> [Supplied material]

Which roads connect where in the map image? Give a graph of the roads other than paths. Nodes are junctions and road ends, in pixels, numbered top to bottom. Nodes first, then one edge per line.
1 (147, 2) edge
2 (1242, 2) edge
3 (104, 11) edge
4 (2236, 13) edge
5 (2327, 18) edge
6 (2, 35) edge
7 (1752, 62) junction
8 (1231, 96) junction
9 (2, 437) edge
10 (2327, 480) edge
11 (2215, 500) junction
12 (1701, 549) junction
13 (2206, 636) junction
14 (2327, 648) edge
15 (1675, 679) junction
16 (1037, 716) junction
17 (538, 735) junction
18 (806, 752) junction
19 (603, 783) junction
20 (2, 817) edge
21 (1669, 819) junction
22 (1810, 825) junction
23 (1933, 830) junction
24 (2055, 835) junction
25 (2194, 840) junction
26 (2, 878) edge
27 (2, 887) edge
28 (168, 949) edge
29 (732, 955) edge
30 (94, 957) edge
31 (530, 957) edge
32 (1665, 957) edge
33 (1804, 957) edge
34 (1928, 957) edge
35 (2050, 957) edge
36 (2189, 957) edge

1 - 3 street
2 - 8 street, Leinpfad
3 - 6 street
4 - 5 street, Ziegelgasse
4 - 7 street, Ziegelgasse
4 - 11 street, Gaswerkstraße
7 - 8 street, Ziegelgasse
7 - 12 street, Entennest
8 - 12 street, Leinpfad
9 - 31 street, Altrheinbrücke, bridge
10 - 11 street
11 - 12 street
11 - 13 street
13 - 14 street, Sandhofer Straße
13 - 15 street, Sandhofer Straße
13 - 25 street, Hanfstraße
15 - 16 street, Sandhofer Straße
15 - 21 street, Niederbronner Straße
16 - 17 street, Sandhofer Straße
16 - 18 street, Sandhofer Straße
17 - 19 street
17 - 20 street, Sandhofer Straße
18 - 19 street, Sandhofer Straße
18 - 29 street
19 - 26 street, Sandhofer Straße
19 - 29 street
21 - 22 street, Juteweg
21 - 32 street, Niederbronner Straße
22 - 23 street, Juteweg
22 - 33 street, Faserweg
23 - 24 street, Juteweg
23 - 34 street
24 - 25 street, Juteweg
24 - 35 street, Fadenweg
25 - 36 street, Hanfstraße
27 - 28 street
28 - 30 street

> [Problem details] Track down every line of the material containing the string "Leinpfad", and copy it.

> [Solution for this task]
2 - 8 street, Leinpfad
8 - 12 street, Leinpfad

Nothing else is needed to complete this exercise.